• 団体

松籟科学技術振興財団が第31回研究助成金贈呈式を開催

 公益財団法人松籟科学技術振興財団は2月28日、東京・丸の内のシャングリ・ラ ホテル東京において、2013年度(第31回)研究助成金贈呈式を開催した。
 同財団は播磨化成工業(現・ハリマ化成グループ)の創業者である長谷川末吉氏が科学技術の振興と世界文化の発展を願って科学技術に関する調査・研究・国際交流に対する助成・奨励を行うことを目的に1983年に設立したもの。過去の研究助成金贈呈の対象になった研究実施者には、ノーベル化学賞を受賞した野依良治氏や鈴木章氏のほか、油脂業界では日本油脂検査協会理事長を務める戸谷洋一郎氏も名を連ねている。発足以来、科学技術に関する優れた研究に対し、延べ6億円以上を助成してきた。
 贈呈式の冒頭、挨拶を行った長谷川吉弘理事長(ハリマ化成グループ社長)は「当財団は設立30周年を迎えた2013年4月1日より公益財団法人として新たなスタートを切った。今回、公益財団法人として第1回目の助成金贈呈式を行うことができるのは、関係者の皆様方のご支援、ご指導の賜物と心よりお礼申し上げる」と感謝した上で「日本の景気は2013年に入って持ち直しに転じ、さらに2020年の東京オリンピック・パラリンピックの開催が決定し、経済効果への波及が期待されている。景気の予測を見る上でひとつの指標となる日経平均株価も1万5,000円前後で、昨年のこの時期の1万1,300円から30%強上昇している。当財団の運営財源は基本財産運用益と寄付金で運営されているので、運用財産収入の増加を期待し、より多くの研究に助成できることを願っている。当財団は1983年に発足して以来、本日贈呈する16件を含めると研究助成は延べ585件、助成金の総額は6億4,283万5,000円となる。過去にノーベル化学賞を受賞した野依良治先生・理化学研究所理事長や鈴木章北海道大学名誉教授がいる。この方々に代表されるように、今までの助成研究がそれぞれ優れた評価を上げ、また、学術的、社会的にも高い評価を受けていることは誠に喜ばしい限りである。本日受賞された16名の方々には、いずれ劣らぬ立派な研究者である。それぞれの研究が大きな成果を生み、野依理事長や鈴木名誉教授に続くノーベル賞の受賞者としてこの場でご紹介できるものと期待している。当財団の研究助成をさらに充実され、科学技術の発展に寄与する研究開発への支援事業活動を行っていきたい」と語った。

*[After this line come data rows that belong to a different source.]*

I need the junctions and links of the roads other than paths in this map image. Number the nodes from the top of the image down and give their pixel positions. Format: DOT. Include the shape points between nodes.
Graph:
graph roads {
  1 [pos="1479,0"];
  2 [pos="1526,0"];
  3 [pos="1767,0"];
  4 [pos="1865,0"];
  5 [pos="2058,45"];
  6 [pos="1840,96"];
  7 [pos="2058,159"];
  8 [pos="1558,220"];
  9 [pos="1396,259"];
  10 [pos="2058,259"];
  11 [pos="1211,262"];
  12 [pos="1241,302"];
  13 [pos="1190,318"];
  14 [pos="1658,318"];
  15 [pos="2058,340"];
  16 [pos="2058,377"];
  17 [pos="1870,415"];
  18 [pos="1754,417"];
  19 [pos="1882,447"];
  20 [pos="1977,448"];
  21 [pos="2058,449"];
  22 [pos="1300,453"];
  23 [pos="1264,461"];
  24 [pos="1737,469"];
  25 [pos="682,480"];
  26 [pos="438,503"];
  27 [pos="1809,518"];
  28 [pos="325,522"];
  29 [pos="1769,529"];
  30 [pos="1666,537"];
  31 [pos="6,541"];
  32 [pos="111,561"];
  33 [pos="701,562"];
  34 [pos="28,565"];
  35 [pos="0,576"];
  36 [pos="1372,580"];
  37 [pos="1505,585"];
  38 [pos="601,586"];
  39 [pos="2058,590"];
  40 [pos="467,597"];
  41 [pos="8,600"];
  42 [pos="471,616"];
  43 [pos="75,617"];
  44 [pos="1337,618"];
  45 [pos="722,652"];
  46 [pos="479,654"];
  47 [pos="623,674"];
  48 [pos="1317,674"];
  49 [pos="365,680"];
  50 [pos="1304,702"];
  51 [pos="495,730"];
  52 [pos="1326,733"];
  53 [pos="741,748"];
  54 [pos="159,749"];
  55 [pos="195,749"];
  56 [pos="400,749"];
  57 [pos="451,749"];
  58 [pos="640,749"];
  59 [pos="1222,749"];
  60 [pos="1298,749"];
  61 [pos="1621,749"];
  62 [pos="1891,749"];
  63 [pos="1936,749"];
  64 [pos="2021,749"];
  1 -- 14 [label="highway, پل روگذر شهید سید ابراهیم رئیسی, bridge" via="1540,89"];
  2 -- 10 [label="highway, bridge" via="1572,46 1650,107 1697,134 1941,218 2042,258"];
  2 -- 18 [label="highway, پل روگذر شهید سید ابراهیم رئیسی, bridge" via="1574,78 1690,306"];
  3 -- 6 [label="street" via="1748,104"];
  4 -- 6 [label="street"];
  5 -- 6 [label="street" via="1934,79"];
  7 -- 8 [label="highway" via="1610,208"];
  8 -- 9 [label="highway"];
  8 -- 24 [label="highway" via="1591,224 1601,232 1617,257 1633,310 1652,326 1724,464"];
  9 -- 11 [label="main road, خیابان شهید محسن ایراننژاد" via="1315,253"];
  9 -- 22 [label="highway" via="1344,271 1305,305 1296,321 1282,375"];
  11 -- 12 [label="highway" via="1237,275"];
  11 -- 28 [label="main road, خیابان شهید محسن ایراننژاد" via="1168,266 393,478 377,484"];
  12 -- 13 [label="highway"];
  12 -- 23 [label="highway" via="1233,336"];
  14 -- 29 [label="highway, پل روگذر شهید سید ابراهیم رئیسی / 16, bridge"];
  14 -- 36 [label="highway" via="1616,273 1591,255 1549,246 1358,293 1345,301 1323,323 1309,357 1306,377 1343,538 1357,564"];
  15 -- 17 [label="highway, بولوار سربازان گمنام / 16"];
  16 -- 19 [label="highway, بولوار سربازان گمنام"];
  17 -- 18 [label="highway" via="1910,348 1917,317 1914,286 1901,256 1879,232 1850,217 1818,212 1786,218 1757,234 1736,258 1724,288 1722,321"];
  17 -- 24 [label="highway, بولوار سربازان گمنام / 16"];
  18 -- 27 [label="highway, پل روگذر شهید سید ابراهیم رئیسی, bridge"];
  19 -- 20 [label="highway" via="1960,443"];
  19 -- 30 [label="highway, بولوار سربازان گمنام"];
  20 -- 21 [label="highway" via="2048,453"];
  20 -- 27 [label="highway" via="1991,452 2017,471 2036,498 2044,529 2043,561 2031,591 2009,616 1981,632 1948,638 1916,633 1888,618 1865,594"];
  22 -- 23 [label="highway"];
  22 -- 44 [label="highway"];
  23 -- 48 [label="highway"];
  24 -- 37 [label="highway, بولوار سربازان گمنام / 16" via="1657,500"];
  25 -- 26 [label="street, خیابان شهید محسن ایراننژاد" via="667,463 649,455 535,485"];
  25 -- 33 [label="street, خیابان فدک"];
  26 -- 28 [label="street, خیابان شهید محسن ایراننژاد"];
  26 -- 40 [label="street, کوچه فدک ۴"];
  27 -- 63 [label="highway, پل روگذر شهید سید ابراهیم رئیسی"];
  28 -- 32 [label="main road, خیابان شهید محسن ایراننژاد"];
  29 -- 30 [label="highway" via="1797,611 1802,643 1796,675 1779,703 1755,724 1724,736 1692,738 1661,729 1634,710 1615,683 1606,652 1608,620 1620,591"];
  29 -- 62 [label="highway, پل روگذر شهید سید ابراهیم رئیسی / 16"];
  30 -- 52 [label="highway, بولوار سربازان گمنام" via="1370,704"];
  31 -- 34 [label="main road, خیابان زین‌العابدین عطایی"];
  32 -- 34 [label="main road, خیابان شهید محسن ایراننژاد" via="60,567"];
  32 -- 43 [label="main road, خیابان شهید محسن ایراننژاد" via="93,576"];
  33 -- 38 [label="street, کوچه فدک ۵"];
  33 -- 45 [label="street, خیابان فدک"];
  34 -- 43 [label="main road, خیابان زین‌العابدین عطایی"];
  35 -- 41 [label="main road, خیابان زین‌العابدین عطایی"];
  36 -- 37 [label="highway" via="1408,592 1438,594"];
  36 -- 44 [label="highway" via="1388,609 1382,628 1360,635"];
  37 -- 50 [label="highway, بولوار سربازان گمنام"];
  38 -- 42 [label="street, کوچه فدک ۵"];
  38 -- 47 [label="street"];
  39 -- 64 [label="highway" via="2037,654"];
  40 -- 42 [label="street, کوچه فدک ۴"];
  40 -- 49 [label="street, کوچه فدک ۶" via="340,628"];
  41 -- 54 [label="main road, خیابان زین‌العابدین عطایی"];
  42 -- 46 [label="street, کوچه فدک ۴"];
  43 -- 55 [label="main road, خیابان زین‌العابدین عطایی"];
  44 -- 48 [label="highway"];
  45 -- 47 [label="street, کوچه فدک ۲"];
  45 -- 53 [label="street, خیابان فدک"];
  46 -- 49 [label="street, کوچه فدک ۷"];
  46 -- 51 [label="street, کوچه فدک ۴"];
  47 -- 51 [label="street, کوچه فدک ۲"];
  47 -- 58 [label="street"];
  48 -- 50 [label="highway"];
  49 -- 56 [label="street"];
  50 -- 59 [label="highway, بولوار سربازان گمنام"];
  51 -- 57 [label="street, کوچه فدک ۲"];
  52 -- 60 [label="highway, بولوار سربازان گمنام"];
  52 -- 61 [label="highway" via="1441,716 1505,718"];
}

 今回の研究助成の応募は、課題A「植物有用成分およびバイオマス資源の高度利用に関わる研究」に対し24件、課題B「エレクトロニクス複合材料および次世代実装に関わる研究」に12件、課題C「持続可能な社会を実現する有機系新素材およびその機能化に関わる研究」に33件があり、あわせて69件(前年比約35%増)にのぼった。
 受賞者を代表して東北大学大学院薬学研究科の守屋孝洋准教授が挨拶を行い、関係者に謝辞を述べるとともに「贈呈頂いた助成金を無駄なく有効に使わせて頂くことにより研究成果を出し、社会に還元したい」と語った。
 その後、研究成果発表として兵庫県立大学大学院工学研究科の生津資大准教授が2010年度研究助成テーマである「瞬間発熱機能を持つ材料開発とMEMS実装応用」について発表した。